BRIEF: With all images left out, restate the records below exactly as written.
++++ RECORDS SHOWN
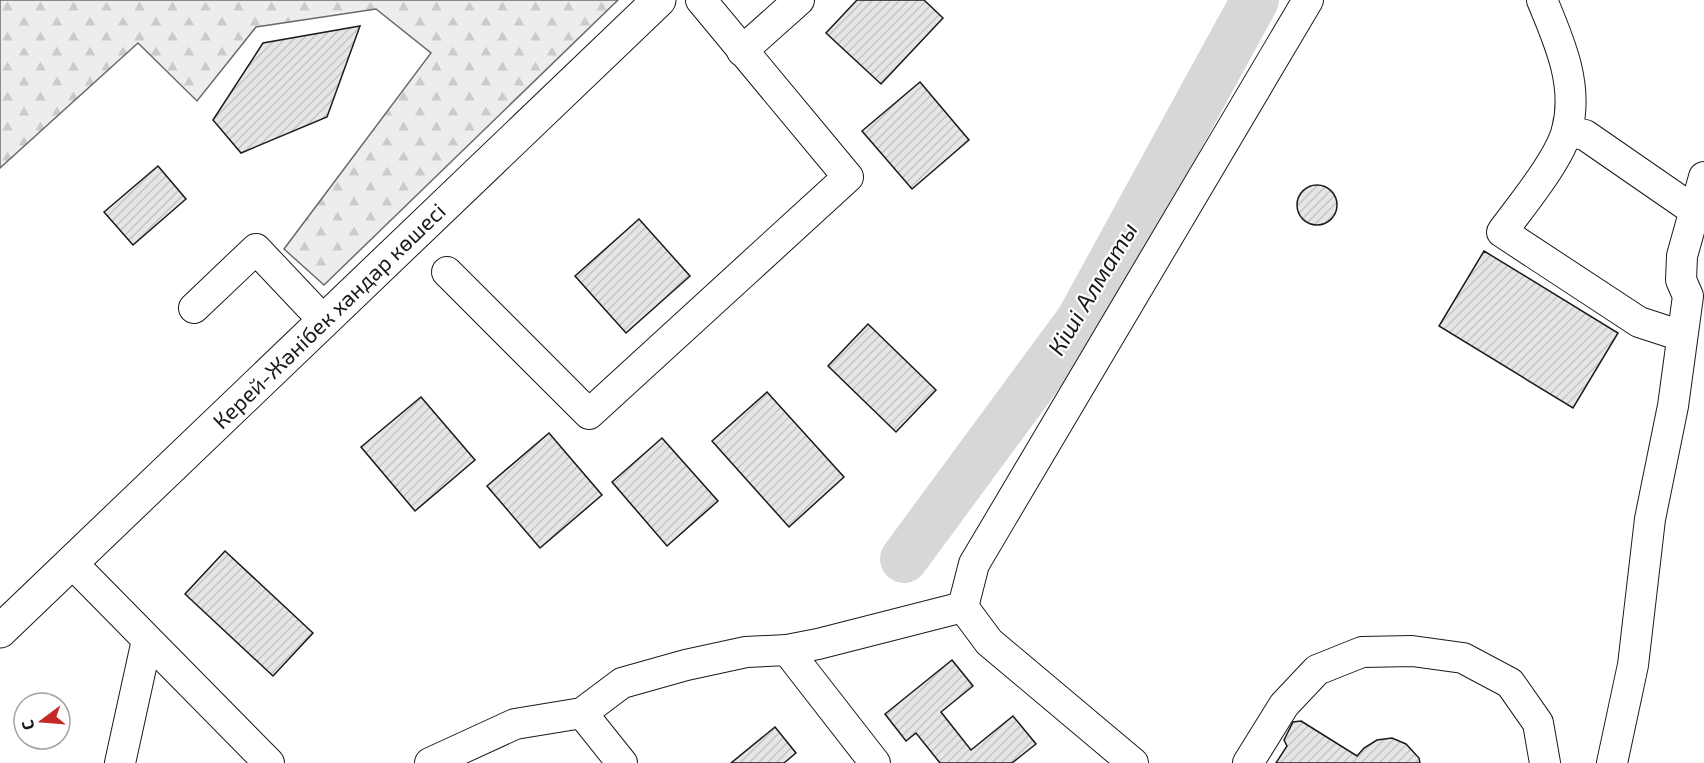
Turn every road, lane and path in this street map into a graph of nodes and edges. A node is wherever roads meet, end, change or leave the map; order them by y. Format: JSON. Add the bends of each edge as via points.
{"nodes":[{"id":1,"x":658,"y":0,"type":"edge"},
{"id":2,"x":701,"y":0,"type":"edge"},
{"id":3,"x":799,"y":0,"type":"edge"},
{"id":4,"x":1308,"y":0,"type":"edge"},
{"id":5,"x":1542,"y":0,"type":"edge"},
{"id":6,"x":742,"y":51,"type":"junction"},
{"id":7,"x":1567,"y":131,"type":"junction"},
{"id":8,"x":1704,"y":177,"type":"edge"},
{"id":9,"x":1695,"y":211,"type":"junction"},
{"id":10,"x":447,"y":272,"type":"dead end"},
{"id":11,"x":194,"y":308,"type":"dead end"},
{"id":12,"x":324,"y":321,"type":"junction"},
{"id":13,"x":1682,"y":336,"type":"junction"},
{"id":14,"x":72,"y":563,"type":"junction"},
{"id":15,"x":963,"y":607,"type":"junction"},
{"id":16,"x":0,"y":631,"type":"edge"},
{"id":17,"x":147,"y":640,"type":"junction"},
{"id":18,"x":787,"y":650,"type":"junction"},
{"id":19,"x":582,"y":713,"type":"junction"},
{"id":20,"x":120,"y":763,"type":"edge"},
{"id":21,"x":268,"y":763,"type":"edge"},
{"id":22,"x":430,"y":763,"type":"edge"},
{"id":23,"x":622,"y":763,"type":"edge"},
{"id":24,"x":875,"y":763,"type":"edge"},
{"id":25,"x":1133,"y":763,"type":"edge"},
{"id":26,"x":1248,"y":763,"type":"edge"},
{"id":27,"x":1545,"y":763,"type":"edge"},
{"id":28,"x":1612,"y":763,"type":"edge"}],
"edges":[{"from":1,"to":12,"type":"main road","name":"Керей-Жәнібек хандар көшесі"},
{"from":2,"to":6,"type":"lane"},
{"from":3,"to":6,"type":"lane"},
{"from":4,"to":15,"type":"lane","via":[[974,564]]},
{"from":5,"to":7,"type":"lane","via":[[1564,52],[1571,100]]},
{"from":6,"to":10,"type":"lane","via":[[848,177],[589,414]]},
{"from":7,"to":9,"type":"lane","via":[[1585,135]]},
{"from":7,"to":13,"type":"lane","via":[[1556,157],[1502,232],[1639,322]]},
{"from":8,"to":9,"type":"lane"},
{"from":9,"to":13,"type":"lane","via":[[1682,256],[1681,280],[1688,296]]},
{"from":11,"to":12,"type":"lane","via":[[256,249]]},
{"from":12,"to":14,"type":"main road","name":"Керей-Жәнібек хандар көшесі"},
{"from":13,"to":28,"type":"lane","via":[[1673,406],[1650,519],[1633,665]]},
{"from":14,"to":16,"type":"main road","name":"Керей-Жәнібек хандар көшесі"},
{"from":14,"to":17,"type":"lane"},
{"from":15,"to":18,"type":"lane"},
{"from":15,"to":25,"type":"lane","via":[[989,642]]},
{"from":17,"to":20,"type":"lane"},
{"from":17,"to":21,"type":"lane"},
{"from":18,"to":19,"type":"lane","via":[[746,652],[622,683]]},
{"from":18,"to":24,"type":"lane"},
{"from":19,"to":22,"type":"lane","via":[[515,724]]},
{"from":19,"to":23,"type":"lane"},
{"from":26,"to":27,"type":"lane","via":[[1284,705],[1317,670],[1362,652],[1412,651],[1463,658],[1510,683],[1538,723]]}]}
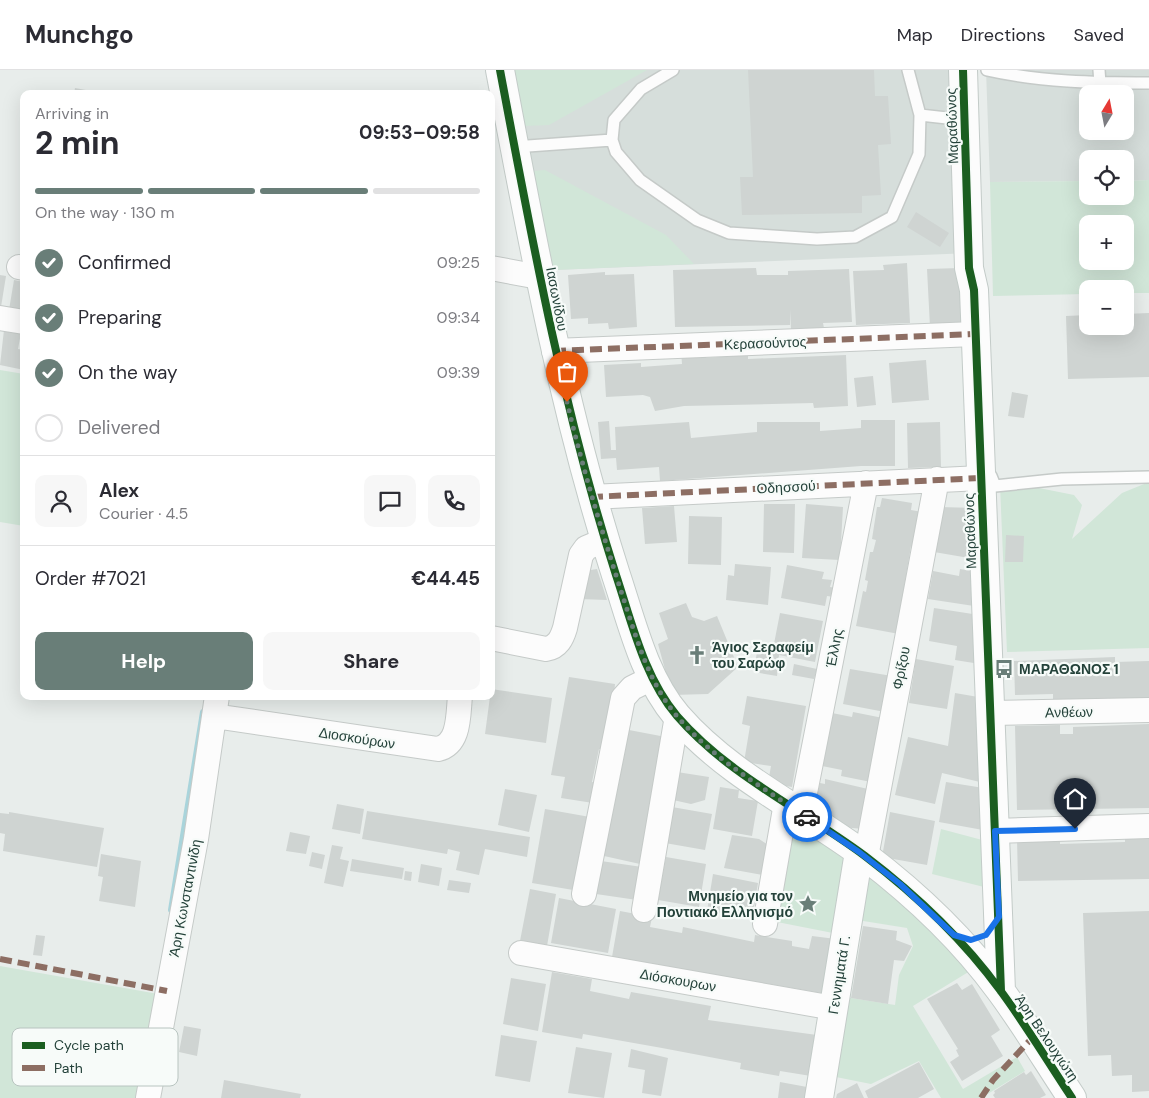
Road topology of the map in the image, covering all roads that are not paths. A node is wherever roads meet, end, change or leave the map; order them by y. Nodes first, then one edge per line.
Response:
1 (500, 70) edge
2 (673, 70) edge
3 (908, 70) edge
4 (971, 70) edge
5 (1099, 70) edge
6 (1100, 83) junction
7 (1149, 84) edge
8 (920, 115) junction
9 (965, 120) junction
10 (612, 140) junction
11 (514, 147) junction
12 (495, 269) edge
13 (539, 276) junction
14 (0, 318) edge
15 (20, 321) edge
16 (975, 334) junction
17 (554, 350) junction
18 (1149, 477) edge
19 (981, 478) junction
20 (937, 479) junction
21 (866, 483) junction
22 (591, 497) junction
23 (605, 540) junction
24 (495, 639) edge
25 (652, 678) junction
26 (459, 700) edge
27 (216, 706) edge
28 (1149, 710) edge
29 (990, 713) junction
30 (677, 716) junction
31 (793, 808) junction
32 (1149, 826) edge
33 (995, 831) junction
34 (862, 854) junction
35 (584, 894) dead end
36 (644, 910) dead end
37 (999, 917) junction
38 (765, 924) dead end
39 (954, 935) junction
40 (521, 953) dead end
41 (1001, 991) junction
42 (834, 1008) junction
43 (161, 1028) edge
44 (819, 1098) edge
45 (1072, 1098) edge

1 - 11 street, Ιασωνίδου
2 - 10 lane
3 - 8 lane
4 - 6 lane
4 - 9 street, Μαραθώνος
5 - 6 lane
6 - 7 lane
8 - 9 lane
8 - 10 lane
9 - 16 street, Μαραθώνος
10 - 11 lane
11 - 13 street, Ιασωνίδου
12 - 13 street
13 - 17 street, Ιασωνίδου
14 - 15 street
16 - 17 street, Κερασούντος
16 - 19 street, Μαραθώνος
17 - 22 street, Ιασωνίδου
18 - 19 lane
19 - 20 street, Οδησσού
19 - 29 street, Μαραθώνος
20 - 21 street, Οδησσού
20 - 34 street, Φρίξου
21 - 22 street, Οδησσού
21 - 31 street, Έλλης
22 - 23 street, Ιασωνίδου
23 - 24 street
23 - 25 street, Ιασωνίδου
25 - 30 street, Ιασωνίδου
25 - 35 street
26 - 27 street, Διοσκούρων
27 - 43 street, Άρη Κωνσταντινίδη
28 - 29 street, Ανθέων
29 - 33 street, Μαραθώνος
30 - 31 street, Ιασωνίδου
30 - 36 street
31 - 34 street, Ιασωνίδου
31 - 38 street, Έλλης
32 - 33 street
33 - 37 street, Μαραθώνος
34 - 39 street, Ιασωνίδου
34 - 42 street, Γεννηματά Γ.
37 - 39 street
37 - 41 street, Μαραθώνος
39 - 41 street, Ιασωνίδου
40 - 42 street, Διόσκουρων
41 - 45 street, Άρη Βελουχιώτη
42 - 44 street, Γεννηματά Γ.

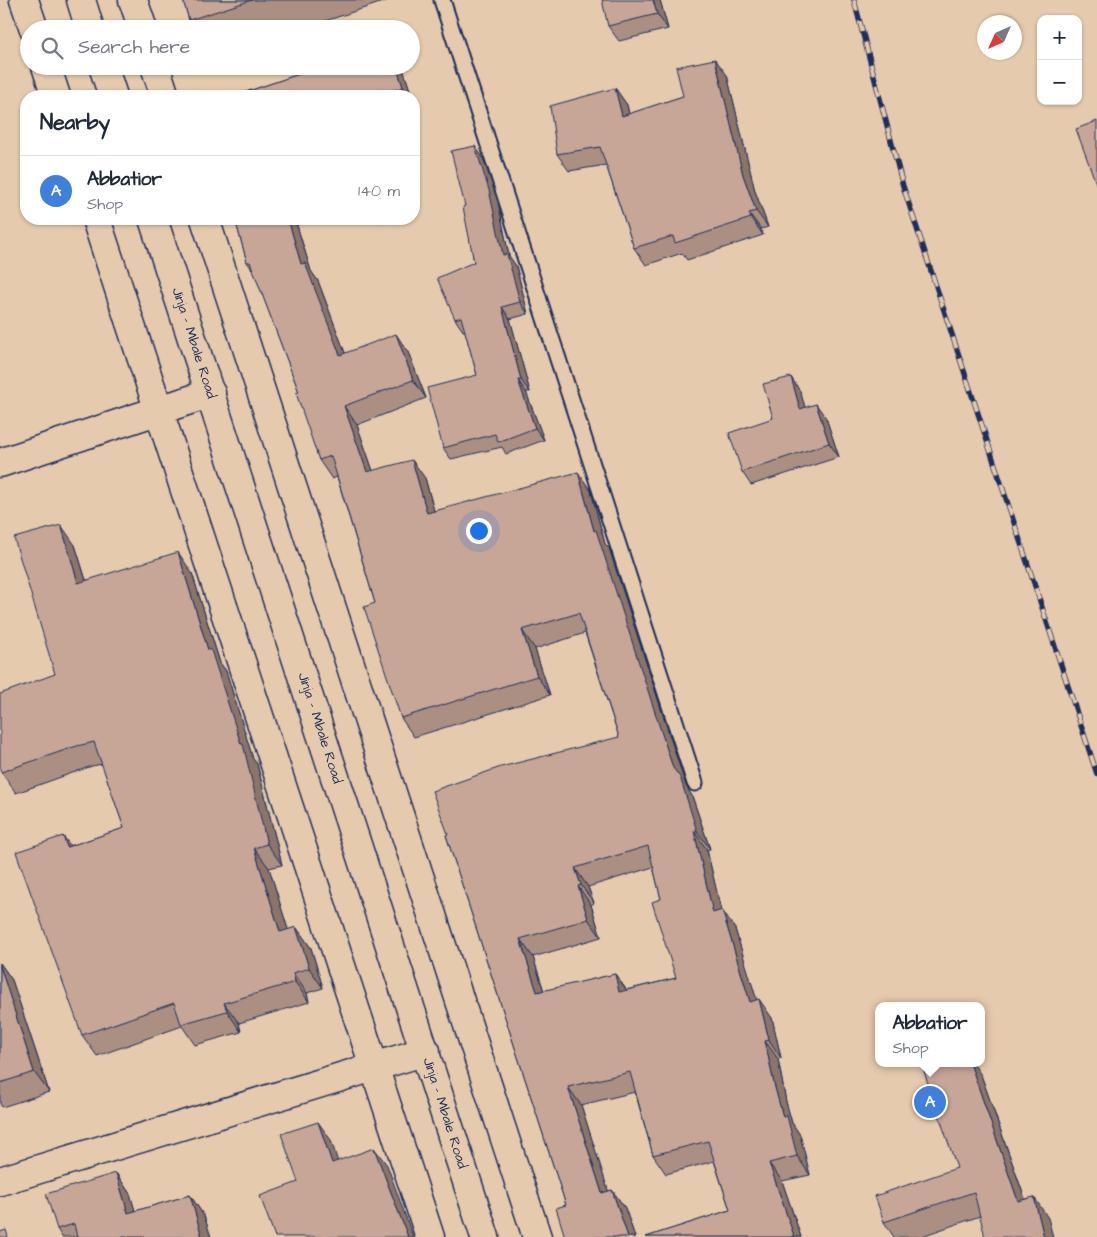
++++++++
RESULT FOR THIS TASK:
Turn every road, lane and path in this street map into a graph of nodes and edges. A node is wherever roads meet, end, change or leave the map; order them by y. Format: JSON. Add the bends of each edge as via points.
{"nodes":[{"id":1,"x":658,"y":0,"type":"edge"},
{"id":2,"x":701,"y":0,"type":"edge"},
{"id":3,"x":799,"y":0,"type":"edge"},
{"id":4,"x":1308,"y":0,"type":"edge"},
{"id":5,"x":1542,"y":0,"type":"edge"},
{"id":6,"x":742,"y":51,"type":"junction"},
{"id":7,"x":1567,"y":131,"type":"junction"},
{"id":8,"x":1704,"y":177,"type":"edge"},
{"id":9,"x":1695,"y":211,"type":"junction"},
{"id":10,"x":447,"y":272,"type":"dead end"},
{"id":11,"x":194,"y":308,"type":"dead end"},
{"id":12,"x":324,"y":321,"type":"junction"},
{"id":13,"x":1682,"y":336,"type":"junction"},
{"id":14,"x":72,"y":563,"type":"junction"},
{"id":15,"x":963,"y":607,"type":"junction"},
{"id":16,"x":0,"y":631,"type":"edge"},
{"id":17,"x":147,"y":640,"type":"junction"},
{"id":18,"x":787,"y":650,"type":"junction"},
{"id":19,"x":582,"y":713,"type":"junction"},
{"id":20,"x":120,"y":763,"type":"edge"},
{"id":21,"x":268,"y":763,"type":"edge"},
{"id":22,"x":430,"y":763,"type":"edge"},
{"id":23,"x":622,"y":763,"type":"edge"},
{"id":24,"x":875,"y":763,"type":"edge"},
{"id":25,"x":1133,"y":763,"type":"edge"},
{"id":26,"x":1248,"y":763,"type":"edge"},
{"id":27,"x":1545,"y":763,"type":"edge"},
{"id":28,"x":1612,"y":763,"type":"edge"}],
"edges":[{"from":1,"to":12,"type":"main road","name":"Керей-Жәнібек хандар көшесі"},
{"from":2,"to":6,"type":"lane"},
{"from":3,"to":6,"type":"lane"},
{"from":4,"to":15,"type":"lane","via":[[974,564]]},
{"from":5,"to":7,"type":"lane","via":[[1564,52],[1571,100]]},
{"from":6,"to":10,"type":"lane","via":[[848,177],[589,414]]},
{"from":7,"to":9,"type":"lane","via":[[1585,135]]},
{"from":7,"to":13,"type":"lane","via":[[1556,157],[1502,232],[1639,322]]},
{"from":8,"to":9,"type":"lane"},
{"from":9,"to":13,"type":"lane","via":[[1682,256],[1681,280],[1688,296]]},
{"from":11,"to":12,"type":"lane","via":[[256,249]]},
{"from":12,"to":14,"type":"main road","name":"Керей-Жәнібек хандар көшесі"},
{"from":13,"to":28,"type":"lane","via":[[1673,406],[1650,519],[1633,665]]},
{"from":14,"to":16,"type":"main road","name":"Керей-Жәнібек хандар көшесі"},
{"from":14,"to":17,"type":"lane"},
{"from":15,"to":18,"type":"lane"},
{"from":15,"to":25,"type":"lane","via":[[989,642]]},
{"from":17,"to":20,"type":"lane"},
{"from":17,"to":21,"type":"lane"},
{"from":18,"to":19,"type":"lane","via":[[746,652],[622,683]]},
{"from":18,"to":24,"type":"lane"},
{"from":19,"to":22,"type":"lane","via":[[515,724]]},
{"from":19,"to":23,"type":"lane"},
{"from":26,"to":27,"type":"lane","via":[[1284,705],[1317,670],[1362,652],[1412,651],[1463,658],[1510,683],[1538,723]]}]}
Road topology of the map in the image, covering all roads that are not paths. A node is wherever roads meet, end, change or leave the map; order them by y. Nodes first, then one edge per line.
Response:
1 (500, 70) edge
2 (673, 70) edge
3 (908, 70) edge
4 (971, 70) edge
5 (1099, 70) edge
6 (1100, 83) junction
7 (1149, 84) edge
8 (920, 115) junction
9 (965, 120) junction
10 (612, 140) junction
11 (514, 147) junction
12 (495, 269) edge
13 (539, 276) junction
14 (0, 318) edge
15 (20, 321) edge
16 (975, 334) junction
17 (554, 350) junction
18 (1149, 477) edge
19 (981, 478) junction
20 (937, 479) junction
21 (866, 483) junction
22 (591, 497) junction
23 (605, 540) junction
24 (495, 639) edge
25 (652, 678) junction
26 (459, 700) edge
27 (216, 706) edge
28 (1149, 710) edge
29 (990, 713) junction
30 (677, 716) junction
31 (793, 808) junction
32 (1149, 826) edge
33 (995, 831) junction
34 (862, 854) junction
35 (584, 894) dead end
36 (644, 910) dead end
37 (999, 917) junction
38 (765, 924) dead end
39 (954, 935) junction
40 (521, 953) dead end
41 (1001, 991) junction
42 (834, 1008) junction
43 (161, 1028) edge
44 (819, 1098) edge
45 (1072, 1098) edge

1 - 11 street, Ιασωνίδου
2 - 10 lane
3 - 8 lane
4 - 6 lane
4 - 9 street, Μαραθώνος
5 - 6 lane
6 - 7 lane
8 - 9 lane
8 - 10 lane
9 - 16 street, Μαραθώνος
10 - 11 lane
11 - 13 street, Ιασωνίδου
12 - 13 street
13 - 17 street, Ιασωνίδου
14 - 15 street
16 - 17 street, Κερασούντος
16 - 19 street, Μαραθώνος
17 - 22 street, Ιασωνίδου
18 - 19 lane
19 - 20 street, Οδησσού
19 - 29 street, Μαραθώνος
20 - 21 street, Οδησσού
20 - 34 street, Φρίξου
21 - 22 street, Οδησσού
21 - 31 street, Έλλης
22 - 23 street, Ιασωνίδου
23 - 24 street
23 - 25 street, Ιασωνίδου
25 - 30 street, Ιασωνίδου
25 - 35 street
26 - 27 street, Διοσκούρων
27 - 43 street, Άρη Κωνσταντινίδη
28 - 29 street, Ανθέων
29 - 33 street, Μαραθώνος
30 - 31 street, Ιασωνίδου
30 - 36 street
31 - 34 street, Ιασωνίδου
31 - 38 street, Έλλης
32 - 33 street
33 - 37 street, Μαραθώνος
34 - 39 street, Ιασωνίδου
34 - 42 street, Γεννηματά Γ.
37 - 39 street
37 - 41 street, Μαραθώνος
39 - 41 street, Ιασωνίδου
40 - 42 street, Διόσκουρων
41 - 45 street, Άρη Βελουχιώτη
42 - 44 street, Γεννηματά Γ.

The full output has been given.